In the data that follows, count each line with the string "Scott"; the reply is the number only.

Top of Dataset excerpts

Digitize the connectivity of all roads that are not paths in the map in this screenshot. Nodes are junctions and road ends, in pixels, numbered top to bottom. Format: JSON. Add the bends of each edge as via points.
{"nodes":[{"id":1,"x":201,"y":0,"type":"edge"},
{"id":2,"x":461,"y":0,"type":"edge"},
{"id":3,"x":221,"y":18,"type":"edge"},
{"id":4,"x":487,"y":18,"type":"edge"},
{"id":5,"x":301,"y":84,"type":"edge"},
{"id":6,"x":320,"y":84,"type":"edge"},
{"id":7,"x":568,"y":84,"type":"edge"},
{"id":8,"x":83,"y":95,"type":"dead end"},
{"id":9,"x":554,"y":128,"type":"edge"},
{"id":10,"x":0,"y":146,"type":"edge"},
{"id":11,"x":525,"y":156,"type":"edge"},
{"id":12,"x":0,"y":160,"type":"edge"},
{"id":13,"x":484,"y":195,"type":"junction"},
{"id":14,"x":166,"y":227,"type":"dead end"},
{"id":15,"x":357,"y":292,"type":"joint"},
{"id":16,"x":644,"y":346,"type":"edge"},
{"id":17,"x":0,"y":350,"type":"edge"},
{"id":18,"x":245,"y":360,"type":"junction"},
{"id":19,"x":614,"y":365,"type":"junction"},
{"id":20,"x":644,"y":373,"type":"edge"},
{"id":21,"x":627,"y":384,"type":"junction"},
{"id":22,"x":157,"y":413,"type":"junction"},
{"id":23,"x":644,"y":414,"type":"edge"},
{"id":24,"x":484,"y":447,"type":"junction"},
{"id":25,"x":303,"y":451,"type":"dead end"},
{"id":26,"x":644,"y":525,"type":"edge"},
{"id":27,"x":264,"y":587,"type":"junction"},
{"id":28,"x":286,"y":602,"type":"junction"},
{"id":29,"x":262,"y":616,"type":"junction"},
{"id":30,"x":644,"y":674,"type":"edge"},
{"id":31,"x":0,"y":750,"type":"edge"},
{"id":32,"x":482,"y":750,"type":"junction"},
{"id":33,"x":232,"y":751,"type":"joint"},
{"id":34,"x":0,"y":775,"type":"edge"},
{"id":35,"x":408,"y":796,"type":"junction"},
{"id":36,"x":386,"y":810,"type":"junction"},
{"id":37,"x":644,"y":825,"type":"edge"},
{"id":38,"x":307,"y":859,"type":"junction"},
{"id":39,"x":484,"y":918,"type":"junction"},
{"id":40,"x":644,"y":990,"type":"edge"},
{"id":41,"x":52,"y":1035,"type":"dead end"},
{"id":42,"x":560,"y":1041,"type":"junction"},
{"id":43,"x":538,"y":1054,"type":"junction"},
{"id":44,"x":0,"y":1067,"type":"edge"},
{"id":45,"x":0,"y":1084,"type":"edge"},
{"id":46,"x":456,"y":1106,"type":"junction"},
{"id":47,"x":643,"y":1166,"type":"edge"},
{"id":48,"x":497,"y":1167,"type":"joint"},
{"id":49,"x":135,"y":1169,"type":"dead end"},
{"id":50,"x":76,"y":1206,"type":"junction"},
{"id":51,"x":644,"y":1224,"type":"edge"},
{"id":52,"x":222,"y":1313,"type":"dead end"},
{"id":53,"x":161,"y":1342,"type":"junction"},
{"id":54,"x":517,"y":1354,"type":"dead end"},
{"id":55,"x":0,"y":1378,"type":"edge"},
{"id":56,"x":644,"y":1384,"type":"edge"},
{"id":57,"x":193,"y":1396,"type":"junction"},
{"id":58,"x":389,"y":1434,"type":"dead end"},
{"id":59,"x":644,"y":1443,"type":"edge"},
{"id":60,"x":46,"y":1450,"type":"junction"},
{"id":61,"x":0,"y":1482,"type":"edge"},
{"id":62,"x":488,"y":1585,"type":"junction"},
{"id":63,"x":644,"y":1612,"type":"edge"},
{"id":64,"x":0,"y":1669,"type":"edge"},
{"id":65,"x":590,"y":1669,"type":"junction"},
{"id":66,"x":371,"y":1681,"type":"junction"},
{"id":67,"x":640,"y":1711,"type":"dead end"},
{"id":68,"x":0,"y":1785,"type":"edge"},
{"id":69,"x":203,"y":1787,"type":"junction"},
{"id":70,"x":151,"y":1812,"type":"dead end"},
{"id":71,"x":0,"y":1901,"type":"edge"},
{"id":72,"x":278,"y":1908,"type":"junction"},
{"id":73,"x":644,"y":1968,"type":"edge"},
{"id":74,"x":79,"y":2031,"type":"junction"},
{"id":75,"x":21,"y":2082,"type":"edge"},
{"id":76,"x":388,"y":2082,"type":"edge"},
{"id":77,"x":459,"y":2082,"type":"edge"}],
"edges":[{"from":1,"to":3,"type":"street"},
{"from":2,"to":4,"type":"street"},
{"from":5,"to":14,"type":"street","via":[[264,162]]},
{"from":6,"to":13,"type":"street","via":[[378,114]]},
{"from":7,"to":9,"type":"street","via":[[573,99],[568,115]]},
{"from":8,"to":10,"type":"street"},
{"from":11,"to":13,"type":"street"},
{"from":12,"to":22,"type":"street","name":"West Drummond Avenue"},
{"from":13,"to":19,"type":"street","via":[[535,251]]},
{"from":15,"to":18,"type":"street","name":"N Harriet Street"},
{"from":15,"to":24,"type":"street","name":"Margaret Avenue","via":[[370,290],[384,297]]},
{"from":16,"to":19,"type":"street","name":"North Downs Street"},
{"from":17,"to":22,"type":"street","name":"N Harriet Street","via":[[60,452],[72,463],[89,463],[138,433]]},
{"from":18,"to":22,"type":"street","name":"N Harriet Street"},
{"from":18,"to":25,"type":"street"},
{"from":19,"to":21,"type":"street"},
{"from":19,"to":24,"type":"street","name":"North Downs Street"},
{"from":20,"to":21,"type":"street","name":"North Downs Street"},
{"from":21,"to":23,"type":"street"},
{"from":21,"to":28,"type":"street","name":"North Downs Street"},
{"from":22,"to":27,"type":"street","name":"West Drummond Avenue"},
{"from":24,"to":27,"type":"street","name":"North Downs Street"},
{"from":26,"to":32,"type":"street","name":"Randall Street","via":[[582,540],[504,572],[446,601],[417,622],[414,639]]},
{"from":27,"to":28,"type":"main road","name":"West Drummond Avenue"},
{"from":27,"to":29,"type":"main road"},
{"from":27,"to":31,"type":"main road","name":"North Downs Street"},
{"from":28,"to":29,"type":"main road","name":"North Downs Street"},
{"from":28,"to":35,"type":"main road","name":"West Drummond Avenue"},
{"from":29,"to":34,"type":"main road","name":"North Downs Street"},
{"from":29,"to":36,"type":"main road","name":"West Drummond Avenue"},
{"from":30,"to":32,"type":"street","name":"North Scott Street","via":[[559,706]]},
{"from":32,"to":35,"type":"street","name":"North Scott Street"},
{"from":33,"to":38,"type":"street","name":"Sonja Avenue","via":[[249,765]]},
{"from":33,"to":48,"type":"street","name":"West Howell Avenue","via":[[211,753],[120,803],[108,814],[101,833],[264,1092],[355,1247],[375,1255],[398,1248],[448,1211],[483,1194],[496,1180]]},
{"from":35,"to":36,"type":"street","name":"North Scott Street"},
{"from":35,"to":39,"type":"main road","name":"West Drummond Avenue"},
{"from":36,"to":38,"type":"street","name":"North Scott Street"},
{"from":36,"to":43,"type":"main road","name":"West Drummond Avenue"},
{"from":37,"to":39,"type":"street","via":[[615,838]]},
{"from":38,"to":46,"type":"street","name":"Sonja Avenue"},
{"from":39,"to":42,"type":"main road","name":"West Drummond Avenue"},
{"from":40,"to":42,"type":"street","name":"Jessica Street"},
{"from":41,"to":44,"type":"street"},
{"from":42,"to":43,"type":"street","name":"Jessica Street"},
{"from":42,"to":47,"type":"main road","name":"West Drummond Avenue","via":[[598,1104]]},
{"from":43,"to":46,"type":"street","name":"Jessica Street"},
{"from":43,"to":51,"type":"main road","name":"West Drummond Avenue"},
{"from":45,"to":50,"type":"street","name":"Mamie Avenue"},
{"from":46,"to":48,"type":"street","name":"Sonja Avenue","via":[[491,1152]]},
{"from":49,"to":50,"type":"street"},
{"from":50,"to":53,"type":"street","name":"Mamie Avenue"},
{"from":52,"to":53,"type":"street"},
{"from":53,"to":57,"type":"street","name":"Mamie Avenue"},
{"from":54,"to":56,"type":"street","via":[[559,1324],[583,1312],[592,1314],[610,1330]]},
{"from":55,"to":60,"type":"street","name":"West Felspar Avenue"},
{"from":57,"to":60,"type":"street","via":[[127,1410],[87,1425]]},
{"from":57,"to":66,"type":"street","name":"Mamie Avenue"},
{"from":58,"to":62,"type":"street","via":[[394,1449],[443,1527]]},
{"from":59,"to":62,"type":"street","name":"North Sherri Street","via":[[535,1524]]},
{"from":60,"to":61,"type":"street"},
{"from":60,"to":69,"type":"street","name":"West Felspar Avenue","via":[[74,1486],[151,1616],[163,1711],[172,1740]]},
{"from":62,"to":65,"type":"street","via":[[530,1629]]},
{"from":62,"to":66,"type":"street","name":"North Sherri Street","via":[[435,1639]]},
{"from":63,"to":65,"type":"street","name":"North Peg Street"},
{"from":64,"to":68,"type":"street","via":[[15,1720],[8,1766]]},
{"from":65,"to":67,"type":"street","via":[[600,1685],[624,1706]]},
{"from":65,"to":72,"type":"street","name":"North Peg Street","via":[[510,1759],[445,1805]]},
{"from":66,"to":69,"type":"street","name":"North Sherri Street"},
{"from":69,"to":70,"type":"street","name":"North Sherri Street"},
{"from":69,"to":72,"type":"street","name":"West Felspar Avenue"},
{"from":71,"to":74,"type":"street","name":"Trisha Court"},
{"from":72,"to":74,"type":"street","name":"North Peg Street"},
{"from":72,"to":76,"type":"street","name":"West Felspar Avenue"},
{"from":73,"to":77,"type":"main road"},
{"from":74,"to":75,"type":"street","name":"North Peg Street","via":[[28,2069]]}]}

Bottom of Dataset excerpts

» Answer for the task
4